Typically, given a t Nat -> Nat function for an integer n we can extract a bound on the computuation time for t n.
Complexity in a Calculus with Parallelism:
- Work (total time complexity)
- Span (time complexity with maximal parallelism)
Their type system for the pi-calculus gives a way to analysis work and span. Pi-calculus is a key fundamnetal calculus for concurrency, which can encode functional languages, and has dynamic creation of processes and channels.
They extended the syntax of the pi calculus with a tick prefix, e.g., tick.P for process P
for exposing information about complexity, but it sounds like its semantics is slightly parametric.
Some examples were given:
-
n-ticks in parallel gives Work = n and Span = 1
-
Two ticks with one guarded by a beta-redux gives W = 2 and S = 1
-
For a more complex program we see that we take the worst-case
a().tick.Po | tick.a().p1 | 'a<> S = max(1 + C0, 1 + C1) -
With recursion then !(a).tick.(if (n=0) then 0 else 'a | 'a)

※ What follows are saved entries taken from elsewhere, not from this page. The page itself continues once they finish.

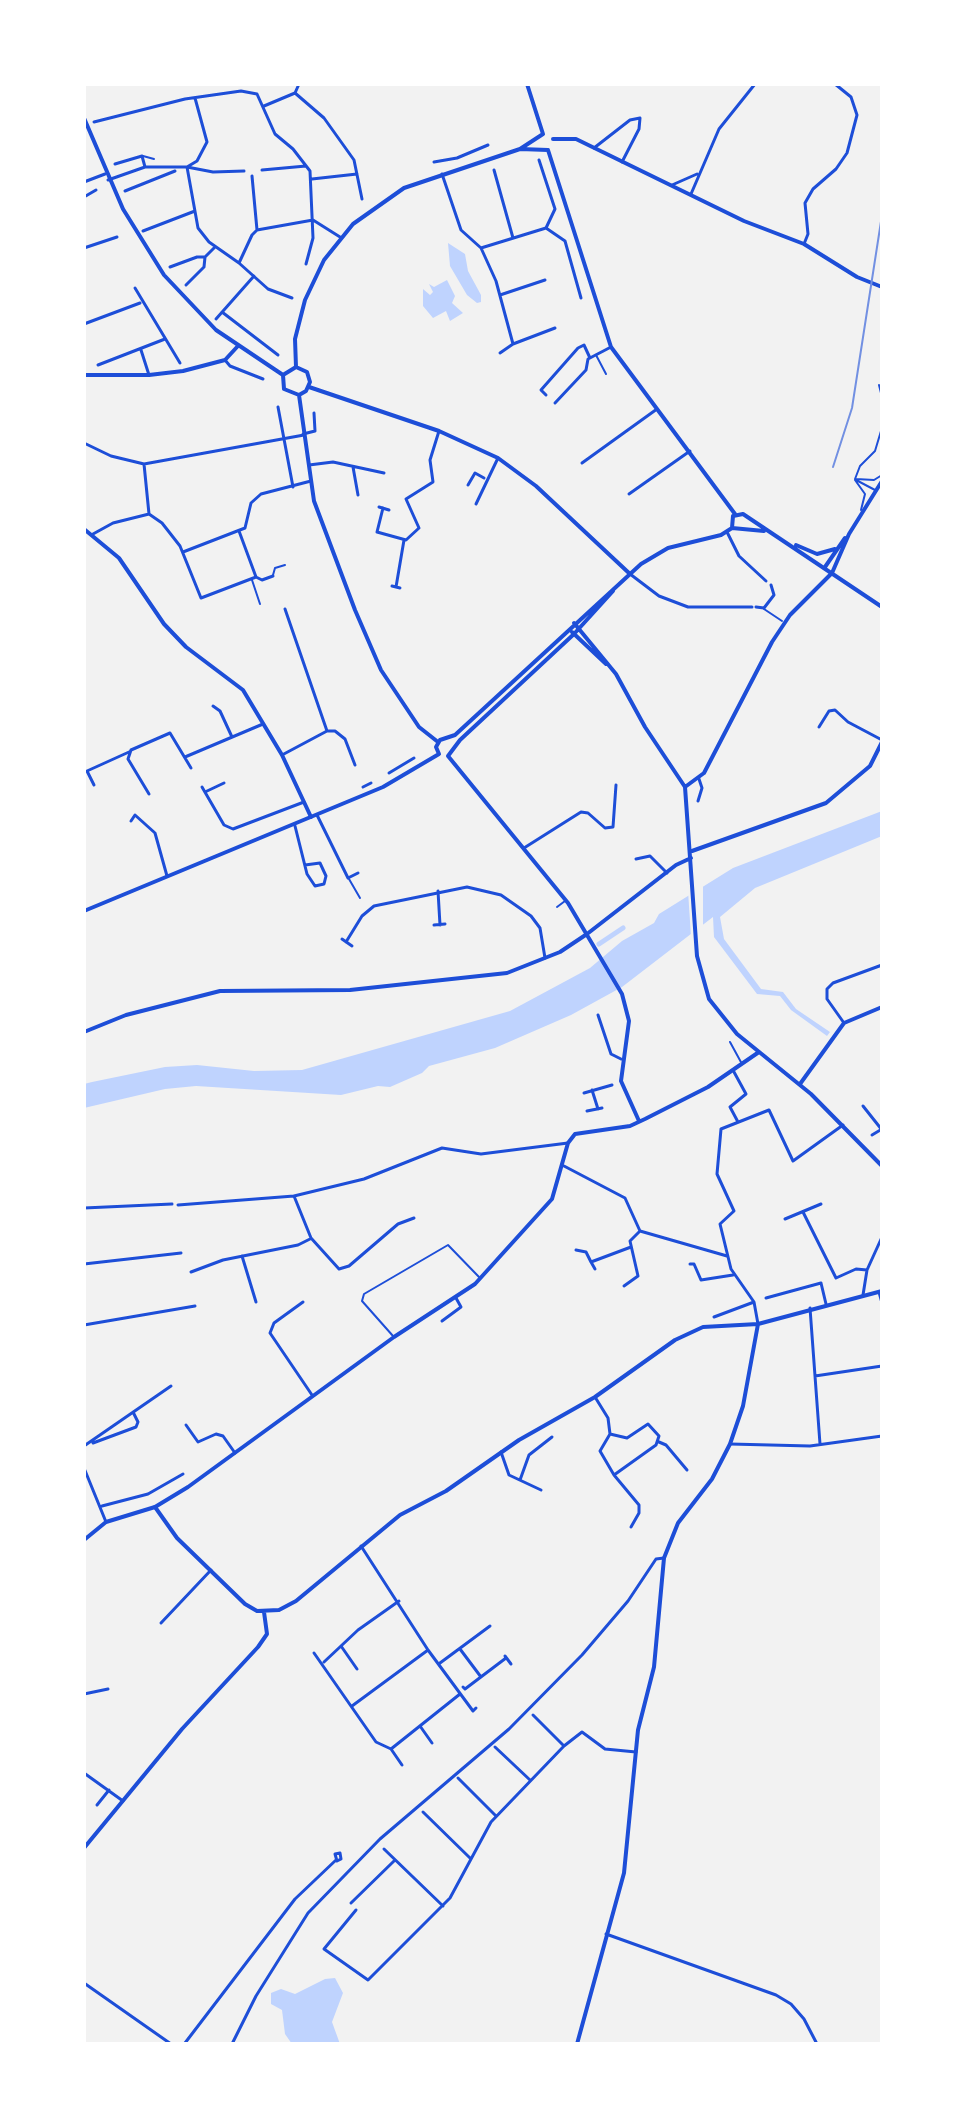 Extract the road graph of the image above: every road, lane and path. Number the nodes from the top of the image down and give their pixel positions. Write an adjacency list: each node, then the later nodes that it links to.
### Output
1 (299, 84): 5 (street)
2 (527, 84): 10 (street)
3 (755, 84): 34 (street)
4 (835, 84): 57 (street)
5 (295, 93): 7 (street); 36 (street)
6 (195, 98): 7 (street); 9 (street); 28 (street)
7 (264, 106): 26 (street)
8 (84, 118): 35 (street)
9 (94, 122)
10 (543, 134): 11 (street); 12 (street)
11 (553, 139): 15 (street); 17 (street)
12 (537, 141): 14 (street); 16 (street)
13 (488, 145): 19 (street)
14 (539, 147): 16 (street); 17 (street)
15 (594, 148): 23 (street); 23 (street)
16 (520, 149): 29 (street)
17 (548, 150): 81 (street)
18 (142, 156): 20 (lane); 24 (street); 27 (street)
19 (457, 158): 22 (street); 29 (street)
20 (154, 159)
21 (539, 160): 51 (street)
22 (434, 162)
23 (622, 162): 43 (street)
24 (115, 164)
25 (157, 166): 27 (street); 28 (street); 38 (street)
26 (306, 166): 30 (street); 40 (street)
27 (145, 167): 41 (street)
28 (187, 167): 33 (street); 49 (street)
29 (460, 168): 37 (street)
30 (262, 170)
31 (494, 170): 56 (street)
32 (175, 171): 38 (street)
33 (244, 171)
34 (699, 173): 43 (street); 46 (street)
35 (105, 174): 41 (street); 42 (street)
36 (357, 174): 40 (street); 48 (street)
37 (442, 174): 55 (street); 60 (street)
38 (158, 176): 45 (street)
39 (252, 176): 52 (street)
40 (312, 179): 50 (street)
41 (108, 180): 80 (street)
42 (84, 182)
43 (672, 185): 46 (street)
44 (96, 190): 47 (street)
45 (125, 191)
46 (691, 195): 57 (street)
47 (84, 197)
48 (362, 199)
49 (195, 211): 53 (street); 58 (street)
50 (313, 220): 52 (street); 55 (street); 63 (street)
51 (546, 228): 56 (street); 72 (street)
52 (257, 230): 62 (street)
53 (143, 231)
54 (117, 237): 59 (street)
55 (340, 238): 92 (street)
56 (513, 238): 60 (street)
57 (804, 244): 68 (street)
58 (215, 247): 61 (street); 62 (street)
59 (84, 248)
60 (481, 248): 70 (street)
61 (205, 257): 64 (street); 67 (street)
62 (239, 263): 65 (street)
63 (306, 264)
64 (177, 272)
65 (254, 276): 71 (street); 74 (street)
66 (545, 280): 70 (street)
67 (186, 285)
68 (882, 287)
69 (135, 288): 73 (street)
70 (500, 295): 79 (street)
71 (292, 298)
72 (581, 298)
73 (142, 303): 76 (street); 78 (street)
74 (222, 312): 75 (street); 83 (street)
75 (216, 319)
76 (84, 324)
77 (555, 328): 79 (street)
78 (165, 339): 82 (street); 90 (street)
79 (513, 344): 84 (street)
80 (237, 347): 89 (street); 96 (street)
81 (611, 347): 85 (street); 105 (street)
82 (141, 350): 91 (street); 95 (street)
83 (272, 352): 86 (street); 87 (street)
84 (500, 353)
85 (596, 354): 88 (street); 93 (lane)
86 (278, 355)
87 (269, 357)
88 (590, 358): 101 (street); 103 (street)
89 (225, 360): 95 (street); 97 (street)
90 (180, 363)
91 (98, 365)
92 (296, 367): 96 (street); 99 (street)
93 (606, 374)
94 (84, 375): 95 (street)
95 (149, 375)
96 (283, 375): 100 (street)
97 (263, 379)
98 (879, 385): 102 (lane)
99 (309, 387): 100 (street); 107 (street)
100 (299, 395): 109 (street)
101 (546, 395)
102 (882, 397)
103 (555, 403)
104 (278, 407): 110 (street)
105 (658, 409): 112 (street); 114 (street)
106 (314, 413): 109 (street)
107 (439, 431): 113 (street); 143 (street)
108 (881, 431): 121 (lane)
109 (304, 434): 110 (street); 116 (street)
110 (282, 438): 115 (street); 125 (street)
111 (84, 443): 115 (street)
112 (690, 451): 127 (street); 132 (street)
113 (498, 458): 120 (street); 150 (street)
114 (582, 463)
115 (144, 464): 131 (street)
116 (309, 465): 117 (street); 122 (street)
117 (353, 467): 118 (street); 128 (street)
118 (384, 473)
119 (882, 475): 121 (lane)
120 (485, 478): 124 (street); 129 (street)
121 (855, 479): 126 (lane); 133 (lane)
122 (311, 481): 125 (street); 174 (street)
123 (882, 481): 126 (street)
124 (468, 485)
125 (293, 487): 138 (street)
126 (876, 490): 133 (street)
127 (629, 494)
128 (358, 495)
129 (476, 504)
130 (389, 510): 143 (street)
131 (149, 514): 141 (street); 146 (street)
132 (735, 514): 134 (street); 135 (street)
133 (860, 515): 142 (street)
134 (748, 520): 137 (street); 140 (street)
135 (732, 528): 137 (street); 139 (street)
136 (84, 529): 141 (street)
137 (744, 529): 140 (street)
138 (239, 531): 146 (street); 152 (street)
139 (727, 532): 150 (street); 153 (street)
140 (775, 533): 144 (street)
141 (93, 534): 168 (street)
142 (849, 534): 145 (street); 149 (street)
143 (404, 540): 156 (street)
144 (790, 543): 145 (street); 148 (street)
145 (835, 549): 148 (street)
146 (183, 552): 152 (street)
147 (285, 565): 151 (lane)
148 (825, 567): 149 (street)
149 (832, 573): 158 (street); 162 (street)
150 (630, 574): 154 (street); 159 (street)
151 (273, 576): 152 (street)
152 (254, 578): 157 (lane)
153 (766, 581)
154 (619, 583): 161 (street); 163 (street)
155 (771, 585): 159 (street)
156 (396, 587)
157 (260, 604)
158 (882, 607)
159 (764, 608): 162 (lane)
160 (285, 609): 170 (street)
161 (574, 623): 163 (street); 164 (street)
162 (785, 623): 184 (street)
163 (579, 628): 165 (street); 166 (street)
164 (568, 629): 165 (street); 172 (street)
165 (574, 634): 166 (street); 175 (street)
166 (611, 668): 190 (street)
167 (213, 706): 171 (street)
168 (264, 723): 171 (street); 178 (street)
169 (819, 727): 173 (street)
170 (327, 731): 178 (street); 182 (street)
171 (232, 737): 180 (street)
172 (447, 738): 174 (street); 175 (street)
173 (882, 741): 201 (street)
174 (438, 742): 177 (street)
175 (454, 749): 179 (street)
176 (129, 752): 180 (street); 187 (street); 192 (street)
177 (439, 754): 179 (street); 185 (street)
178 (282, 755): 194 (street)
179 (448, 756): 200 (street)
180 (185, 757): 183 (street)
181 (414, 758): 185 (street)
182 (355, 765)
183 (191, 768)
184 (699, 779): 190 (street); 193 (street)
185 (398, 781): 191 (street)
186 (224, 783): 194 (street)
187 (94, 785)
188 (367, 785): 191 (street)
189 (616, 785): 200 (street)
190 (685, 787): 201 (street)
191 (371, 792): 197 (street)
192 (149, 794)
193 (698, 801)
194 (304, 802): 197 (street)
195 (137, 809): 196 (street)
196 (135, 815): 198 (street); 207 (street)
197 (314, 816): 199 (street); 208 (street)
198 (131, 821)
199 (294, 824): 204 (street); 207 (street)
200 (524, 848): 211 (street)
201 (692, 851): 203 (street)
202 (636, 859): 206 (street)
203 (692, 861): 206 (street); 224 (street)
204 (305, 864): 204 (street)
205 (358, 873): 208 (street)
206 (667, 873): 215 (street)
207 (167, 876): 213 (street)
208 (348, 878): 210 (lane)
209 (438, 891): 214 (street); 216 (street); 217 (street)
210 (360, 898)
211 (566, 900): 212 (lane); 215 (street)
212 (557, 907)
213 (84, 911)
214 (440, 925)
215 (587, 934): 217 (street); 225 (street)
216 (352, 946)
217 (545, 958): 222 (street)
218 (882, 965): 221 (street)
219 (882, 1007): 221 (street)
220 (598, 1015): 225 (street)
221 (844, 1023): 229 (street)
222 (84, 1032)
223 (730, 1042): 226 (lane)
224 (759, 1052): 226 (street); 229 (street)
225 (621, 1059): 228 (street)
226 (743, 1065): 227 (street)
227 (734, 1072): 234 (street); 235 (street)
228 (621, 1081): 230 (street); 234 (street)
229 (800, 1085): 236 (street)
230 (592, 1090): 231 (street); 233 (street)
231 (584, 1093)
232 (863, 1106): 237 (street)
233 (587, 1111)
234 (639, 1121): 240 (street)
235 (738, 1122): 236 (street); 258 (street)
236 (843, 1125): 241 (street)
237 (882, 1129): 238 (street)
238 (872, 1135)
239 (868, 1140): 241 (street)
240 (568, 1143): 243 (street); 244 (street)
241 (863, 1146): 242 (street)
242 (882, 1165)
243 (564, 1166): 252 (street); 267 (street)
244 (294, 1196): 247 (street); 254 (street)
245 (172, 1204): 248 (street)
246 (821, 1204): 249 (street)
247 (178, 1205)
248 (84, 1208)
249 (803, 1212): 251 (street); 264 (street)
250 (414, 1218): 254 (street)
251 (785, 1219)
252 (640, 1231): 255 (street); 258 (street)
253 (882, 1237): 264 (street)
254 (311, 1238): 257 (street)
255 (631, 1246): 260 (street); 268 (street)
256 (576, 1250): 260 (street)
257 (242, 1256): 265 (street); 273 (street)
258 (727, 1256): 266 (street)
259 (177, 1259): 261 (street)
260 (591, 1262): 263 (street)
261 (84, 1264)
262 (690, 1264): 266 (street)
263 (595, 1269)
264 (867, 1270): 270 (street)
265 (191, 1272)
266 (734, 1275): 275 (street)
267 (480, 1279): 271 (street); 284 (lane)
268 (624, 1286)
269 (881, 1291): 270 (street); 276 (street)
270 (863, 1295): 277 (street)
271 (456, 1298): 281 (street); 284 (street)
272 (766, 1298): 277 (street)
273 (256, 1302)
274 (303, 1302): 288 (street)
275 (754, 1302): 280 (street); 282 (street)
276 (882, 1303)
277 (826, 1304): 279 (street)
278 (195, 1306): 283 (street)
279 (810, 1308): 282 (street); 286 (street)
280 (714, 1317)
281 (442, 1321)
282 (758, 1324): 289 (street); 299 (street)
283 (84, 1325)
284 (394, 1337): 288 (street)
285 (882, 1366): 286 (street)
286 (815, 1376): 300 (street)
287 (171, 1386): 290 (street)
288 (312, 1395): 303 (street)
289 (595, 1397): 294 (street); 302 (street)
290 (133, 1412): 298 (street); 298 (street)
291 (186, 1425): 293 (street)
292 (196, 1428): 293 (street)
293 (191, 1431): 303 (street)
294 (610, 1434): 297 (street); 307 (street)
295 (882, 1436): 300 (street)
296 (552, 1437): 308 (street)
297 (659, 1442): 305 (street); 307 (street)
298 (89, 1443): 301 (street)
299 (730, 1444): 300 (street); 316 (street)
300 (820, 1444)
301 (84, 1446)
302 (501, 1452): 308 (street); 315 (street)
303 (235, 1453): 311 (street)
304 (84, 1468): 310 (street)
305 (687, 1470)
306 (183, 1474): 310 (street)
307 (614, 1475): 313 (street)
308 (520, 1480): 309 (street)
309 (541, 1490)
310 (102, 1506): 312 (street)
311 (155, 1507): 312 (street); 317 (street)
312 (106, 1522): 314 (street)
313 (631, 1527)
314 (84, 1540)
315 (361, 1546): 318 (street); 319 (street)
316 (664, 1558): 343 (street); 365 (street)
317 (211, 1570): 319 (street); 320 (street)
318 (399, 1601): 322 (street); 323 (street)
319 (264, 1612): 349 (street)
320 (161, 1623)
321 (490, 1626): 324 (street)
322 (341, 1646): 326 (street); 329 (street)
323 (427, 1649): 327 (street); 335 (street)
324 (460, 1649): 327 (street); 330 (street)
325 (314, 1653): 326 (street)
326 (324, 1663): 335 (street)
327 (440, 1663): 334 (street)
328 (511, 1664): 330 (street)
329 (357, 1669)
330 (481, 1677): 331 (street)
331 (463, 1687)
332 (108, 1689): 333 (street)
333 (84, 1694)
334 (460, 1694): 336 (street); 338 (street)
335 (352, 1706): 342 (street)
336 (476, 1708)
337 (533, 1715): 340 (street)
338 (420, 1726): 339 (street); 342 (street)
339 (432, 1743)
340 (564, 1746): 343 (street); 347 (street)
341 (495, 1747): 347 (street)
342 (391, 1749): 344 (street)
343 (634, 1752): 361 (street)
344 (402, 1765)
345 (84, 1773): 348 (street)
346 (458, 1778): 352 (street)
347 (530, 1780): 352 (street)
348 (109, 1790): 349 (street); 350 (street)
349 (125, 1801): 353 (street)
350 (97, 1805)
351 (430, 1811): 355 (street)
352 (496, 1816): 355 (street)
353 (84, 1848)
354 (384, 1849): 357 (street)
355 (470, 1858): 359 (street)
356 (336, 1860): 364 (street)
357 (394, 1861): 358 (street); 359 (street)
358 (351, 1903)
359 (443, 1906): 360 (street)
360 (356, 1910)
361 (606, 1934): 366 (street); 367 (street)
362 (84, 1983): 363 (street)
363 (172, 2044): 364 (street)
364 (185, 2044)
365 (232, 2044)
366 (577, 2044)
367 (817, 2044)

gives us W = O(2^n)but Span = O(n) linear
Normal reduction rules give 0 cost but tick.P -->1 P Work = maximum number of ticks
New constructor, n : P means P with n ticks coming before (a bit like a time delay).
This has some structural congruence rules.
Simply-typed pi-calculus which has basic primitives types and channel types parametrised by the type of message that can be communicated over that channel. Enrich data types with sizes so that there is a way to give cost information that relates to the size of inputs (indexed natural numbers and list types).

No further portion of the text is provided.